When we intervened in the housing market, the first of our two main courses of action was the “target price program,” in which the government forgoes around NIS 200,000 when selling land, and this sum is taken into consideration by the contractor thanks to winning the tender for submitting the lowest bid. Bottom line: this adds up to significant discount on purchasing an apartment. The second course of action was focused on measures to drive investors out of the market, by means of raising the purchase tax and attempting to legislate a tax on ownership of multiple apartments. These measures were met with scathing criticism.
At the end of the day, the moral and social norm-centered debate focuses on the role of the state in reducing inequality. When it comes to housing, the wealthiest play the same old tune – build more and there will be more for everyone. Let the state help the weak, just not at my expense.
On the one hand it’s obvious that without intervention the current inequitable state of affairs will persist, and on the other hand a measured intervention that opens doors for those who don’t come from homes with opportunities meets massive resistance.
The elitist sentiment within the religious public translates to other issues as well: in Jerusalem, 90% of state-funded religious high schools are exclusive. Admission is not decided by clear and objective criteria, but by interviews, that have become the ultimate tool in maintaining the monolithic features of the clique. Various pretexts, ranging from practically Ivy League academic standards to narrowly defined religious stringencies, are used to restrict access to these exclusive clubs.
In such an educational system it is easy to fall prey to the pretense of excellence. Who doesn’t want his children to study at the best school, with excellent students just like them? And again we get the same response – I’m all for helping the weak, but please do it in some other school.
With regard to education it’s easier to explain how useless this demand for homogeneity is: beyond investing resources in teachers, personal example and rich learning environments are critical to success at school and in life. Heterogeneous classrooms allow for different models of inspiration, from a brother serving in an elite military unit, to a mother who is an engineer, to a father who is a carpenter.
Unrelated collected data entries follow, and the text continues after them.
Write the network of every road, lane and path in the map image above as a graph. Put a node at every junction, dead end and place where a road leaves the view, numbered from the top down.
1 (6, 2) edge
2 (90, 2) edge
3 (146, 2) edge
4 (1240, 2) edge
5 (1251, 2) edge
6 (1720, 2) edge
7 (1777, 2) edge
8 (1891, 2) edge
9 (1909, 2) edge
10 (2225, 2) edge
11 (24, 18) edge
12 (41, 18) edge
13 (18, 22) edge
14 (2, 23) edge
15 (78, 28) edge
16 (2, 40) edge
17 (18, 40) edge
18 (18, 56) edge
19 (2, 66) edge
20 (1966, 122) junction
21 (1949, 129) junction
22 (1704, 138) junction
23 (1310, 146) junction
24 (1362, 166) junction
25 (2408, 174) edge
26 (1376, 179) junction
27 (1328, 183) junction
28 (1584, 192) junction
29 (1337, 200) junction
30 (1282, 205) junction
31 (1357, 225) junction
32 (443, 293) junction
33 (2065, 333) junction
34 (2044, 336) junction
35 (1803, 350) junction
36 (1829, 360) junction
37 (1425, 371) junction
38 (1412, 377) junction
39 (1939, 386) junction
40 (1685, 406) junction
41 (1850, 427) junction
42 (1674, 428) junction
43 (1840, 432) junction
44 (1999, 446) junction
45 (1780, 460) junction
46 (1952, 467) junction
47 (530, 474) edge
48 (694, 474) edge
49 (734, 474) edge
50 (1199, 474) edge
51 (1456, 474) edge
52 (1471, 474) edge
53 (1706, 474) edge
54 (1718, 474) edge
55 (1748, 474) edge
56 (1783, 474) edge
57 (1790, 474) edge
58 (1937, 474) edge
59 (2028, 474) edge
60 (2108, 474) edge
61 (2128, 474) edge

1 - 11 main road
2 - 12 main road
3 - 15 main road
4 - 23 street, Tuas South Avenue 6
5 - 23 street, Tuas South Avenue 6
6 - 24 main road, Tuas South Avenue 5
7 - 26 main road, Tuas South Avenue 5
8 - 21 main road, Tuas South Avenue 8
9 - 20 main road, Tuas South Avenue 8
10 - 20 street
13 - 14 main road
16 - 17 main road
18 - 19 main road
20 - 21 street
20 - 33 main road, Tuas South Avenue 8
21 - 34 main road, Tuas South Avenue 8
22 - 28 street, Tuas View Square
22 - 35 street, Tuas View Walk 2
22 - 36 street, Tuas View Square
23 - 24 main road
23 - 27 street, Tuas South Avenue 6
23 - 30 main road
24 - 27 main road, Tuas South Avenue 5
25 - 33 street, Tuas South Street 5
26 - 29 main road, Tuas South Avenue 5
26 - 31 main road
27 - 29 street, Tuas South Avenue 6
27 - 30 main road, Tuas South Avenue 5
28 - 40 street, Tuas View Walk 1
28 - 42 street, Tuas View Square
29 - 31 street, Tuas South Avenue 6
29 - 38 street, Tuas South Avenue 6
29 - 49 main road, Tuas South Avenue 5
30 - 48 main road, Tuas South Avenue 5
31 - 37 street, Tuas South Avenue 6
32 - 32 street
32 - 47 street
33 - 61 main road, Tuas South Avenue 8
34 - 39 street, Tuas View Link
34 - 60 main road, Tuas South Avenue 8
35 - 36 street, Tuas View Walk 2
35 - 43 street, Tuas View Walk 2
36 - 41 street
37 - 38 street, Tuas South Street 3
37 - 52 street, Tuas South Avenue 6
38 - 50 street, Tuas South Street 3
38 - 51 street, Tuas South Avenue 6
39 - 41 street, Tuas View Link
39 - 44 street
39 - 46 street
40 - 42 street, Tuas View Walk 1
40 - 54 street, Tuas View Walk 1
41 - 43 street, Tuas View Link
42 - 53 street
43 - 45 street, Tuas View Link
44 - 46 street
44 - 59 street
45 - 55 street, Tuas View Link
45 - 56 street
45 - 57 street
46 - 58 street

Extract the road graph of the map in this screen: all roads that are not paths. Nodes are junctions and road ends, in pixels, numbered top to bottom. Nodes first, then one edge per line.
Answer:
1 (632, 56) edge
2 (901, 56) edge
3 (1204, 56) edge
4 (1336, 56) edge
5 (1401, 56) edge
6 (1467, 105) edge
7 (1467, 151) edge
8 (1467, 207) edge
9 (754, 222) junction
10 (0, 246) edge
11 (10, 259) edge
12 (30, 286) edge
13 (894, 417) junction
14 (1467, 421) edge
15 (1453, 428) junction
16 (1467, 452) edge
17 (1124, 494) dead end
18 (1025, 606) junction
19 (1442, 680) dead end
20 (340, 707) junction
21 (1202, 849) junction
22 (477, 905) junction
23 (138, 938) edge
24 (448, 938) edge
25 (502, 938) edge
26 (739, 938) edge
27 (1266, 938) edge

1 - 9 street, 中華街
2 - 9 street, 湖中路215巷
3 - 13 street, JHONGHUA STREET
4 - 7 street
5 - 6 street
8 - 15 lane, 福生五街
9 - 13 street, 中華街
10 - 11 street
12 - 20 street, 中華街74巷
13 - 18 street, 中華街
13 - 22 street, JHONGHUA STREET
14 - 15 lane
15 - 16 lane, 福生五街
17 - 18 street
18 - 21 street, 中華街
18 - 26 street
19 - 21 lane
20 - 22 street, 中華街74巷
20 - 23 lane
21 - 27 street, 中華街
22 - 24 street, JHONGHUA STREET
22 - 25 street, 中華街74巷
The two fields mentioned above are different. In education it is diversity, inspiration and role models that drive the narrowing of gaps, and in housing it is limiting the ability of wealth to produce more wealth easily, to prevent pushing those lacking in great wealth out of the game. But in both cases the goal is the same – lessening social inequality.
The current reality is not set in stone. Furthermore, it is the role of the visionary elite of all of society’s sectors to divert the train from the dead-end tracks and connect it to the main rail. This must be done while preserving the value and expectation of excellence while allowing equal opportunity in entering it. This mandates involvement of the community and poses a great challenge to the religious Zionist elite, namely formulating a notably Jewish worldview that deals with socially responsible economics and narrowing social gaps.
The writer is a Knesset member and chairman of the Kulanu faction in the Knesset.